Tukaram Bidkar (also spelled Tukaram Birkad; died 13 February 2025) was an Indian politician and actor. He was a member of the Nationalist Congress Party and served as a Member of the Maharashtra Legislative Assembly from Murtizapur Assembly constituency from 2004 to 2009. He also chaired the Vidarbha Statutory Development Board.

== Background ==
Tukaram Bidkar was born in Tolangabad, Maharashtra. He was a kabaddi player and received an award from President Giani Zail Singh. He also mentored athletes through the Jai Bajrang Vyayamshala.

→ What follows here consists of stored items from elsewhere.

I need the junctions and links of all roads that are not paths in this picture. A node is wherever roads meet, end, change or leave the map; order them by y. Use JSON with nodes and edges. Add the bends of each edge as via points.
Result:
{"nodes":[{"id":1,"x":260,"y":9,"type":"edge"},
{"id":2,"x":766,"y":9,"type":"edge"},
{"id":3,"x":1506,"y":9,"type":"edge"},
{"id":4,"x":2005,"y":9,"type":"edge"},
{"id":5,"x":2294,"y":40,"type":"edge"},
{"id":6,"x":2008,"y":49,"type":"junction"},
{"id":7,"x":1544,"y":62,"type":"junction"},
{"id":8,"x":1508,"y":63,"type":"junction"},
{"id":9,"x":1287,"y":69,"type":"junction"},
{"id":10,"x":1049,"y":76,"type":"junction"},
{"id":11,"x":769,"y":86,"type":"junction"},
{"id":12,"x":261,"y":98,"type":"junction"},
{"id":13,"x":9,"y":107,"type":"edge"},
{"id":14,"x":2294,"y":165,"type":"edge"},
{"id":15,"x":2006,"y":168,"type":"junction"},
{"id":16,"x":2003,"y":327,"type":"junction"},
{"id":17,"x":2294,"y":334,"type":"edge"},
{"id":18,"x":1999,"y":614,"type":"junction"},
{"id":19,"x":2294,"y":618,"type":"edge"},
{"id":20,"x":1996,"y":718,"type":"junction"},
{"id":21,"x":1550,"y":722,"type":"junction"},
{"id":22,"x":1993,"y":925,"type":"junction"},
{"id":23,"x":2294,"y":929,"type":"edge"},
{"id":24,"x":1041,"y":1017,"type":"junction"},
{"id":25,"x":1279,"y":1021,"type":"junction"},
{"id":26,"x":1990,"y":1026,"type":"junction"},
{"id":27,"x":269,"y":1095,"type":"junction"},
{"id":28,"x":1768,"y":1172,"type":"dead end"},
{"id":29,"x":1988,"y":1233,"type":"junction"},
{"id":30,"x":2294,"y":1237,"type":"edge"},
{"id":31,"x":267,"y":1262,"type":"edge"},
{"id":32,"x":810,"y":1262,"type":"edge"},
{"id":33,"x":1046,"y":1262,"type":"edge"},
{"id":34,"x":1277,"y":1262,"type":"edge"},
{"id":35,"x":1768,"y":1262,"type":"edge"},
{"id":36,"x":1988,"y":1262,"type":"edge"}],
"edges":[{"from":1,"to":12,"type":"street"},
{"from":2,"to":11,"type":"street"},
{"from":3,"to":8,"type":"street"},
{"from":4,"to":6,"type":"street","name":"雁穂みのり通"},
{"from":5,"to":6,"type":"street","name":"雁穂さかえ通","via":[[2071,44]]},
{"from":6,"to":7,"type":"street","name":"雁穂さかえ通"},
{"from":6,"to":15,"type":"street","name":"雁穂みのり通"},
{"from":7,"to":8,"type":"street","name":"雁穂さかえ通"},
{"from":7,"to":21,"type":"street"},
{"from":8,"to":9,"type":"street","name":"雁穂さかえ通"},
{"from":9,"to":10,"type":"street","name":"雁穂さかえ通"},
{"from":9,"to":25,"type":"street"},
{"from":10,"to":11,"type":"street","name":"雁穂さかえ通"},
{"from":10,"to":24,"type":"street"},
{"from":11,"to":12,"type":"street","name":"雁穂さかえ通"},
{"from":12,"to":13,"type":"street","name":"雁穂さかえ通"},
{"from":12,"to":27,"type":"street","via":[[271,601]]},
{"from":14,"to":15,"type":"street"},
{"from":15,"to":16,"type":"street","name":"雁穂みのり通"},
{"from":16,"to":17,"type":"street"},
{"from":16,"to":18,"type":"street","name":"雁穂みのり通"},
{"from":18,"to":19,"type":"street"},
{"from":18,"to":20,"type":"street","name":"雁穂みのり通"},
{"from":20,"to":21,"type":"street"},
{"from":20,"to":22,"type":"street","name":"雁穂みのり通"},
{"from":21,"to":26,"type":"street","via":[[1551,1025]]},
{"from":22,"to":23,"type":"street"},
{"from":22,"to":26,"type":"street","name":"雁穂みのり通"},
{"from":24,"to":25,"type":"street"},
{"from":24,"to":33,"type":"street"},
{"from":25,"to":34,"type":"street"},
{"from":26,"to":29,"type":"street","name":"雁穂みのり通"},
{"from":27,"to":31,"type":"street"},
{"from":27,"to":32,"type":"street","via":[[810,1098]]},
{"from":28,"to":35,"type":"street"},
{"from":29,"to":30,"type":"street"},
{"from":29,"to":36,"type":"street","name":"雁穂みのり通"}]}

Bidkar died in a traffic collision in Akola, Maharashtra, on 13 February 2025.

== Political career ==
Bidkar began his political career as a member of the Zilla Parishad. In 2004, he was elected as a Member of the Legislative Assembly (MLA) from the Murtizapur Assembly constituency. He was also appointed the chairman of the Vidarbha Statutory Development Board.

He was associated with Sharad Pawar's Nationalist Congress Party. After the Nationalist Congress Party split, he aligned with the faction led by Deputy Chief Minister Ajit Pawar.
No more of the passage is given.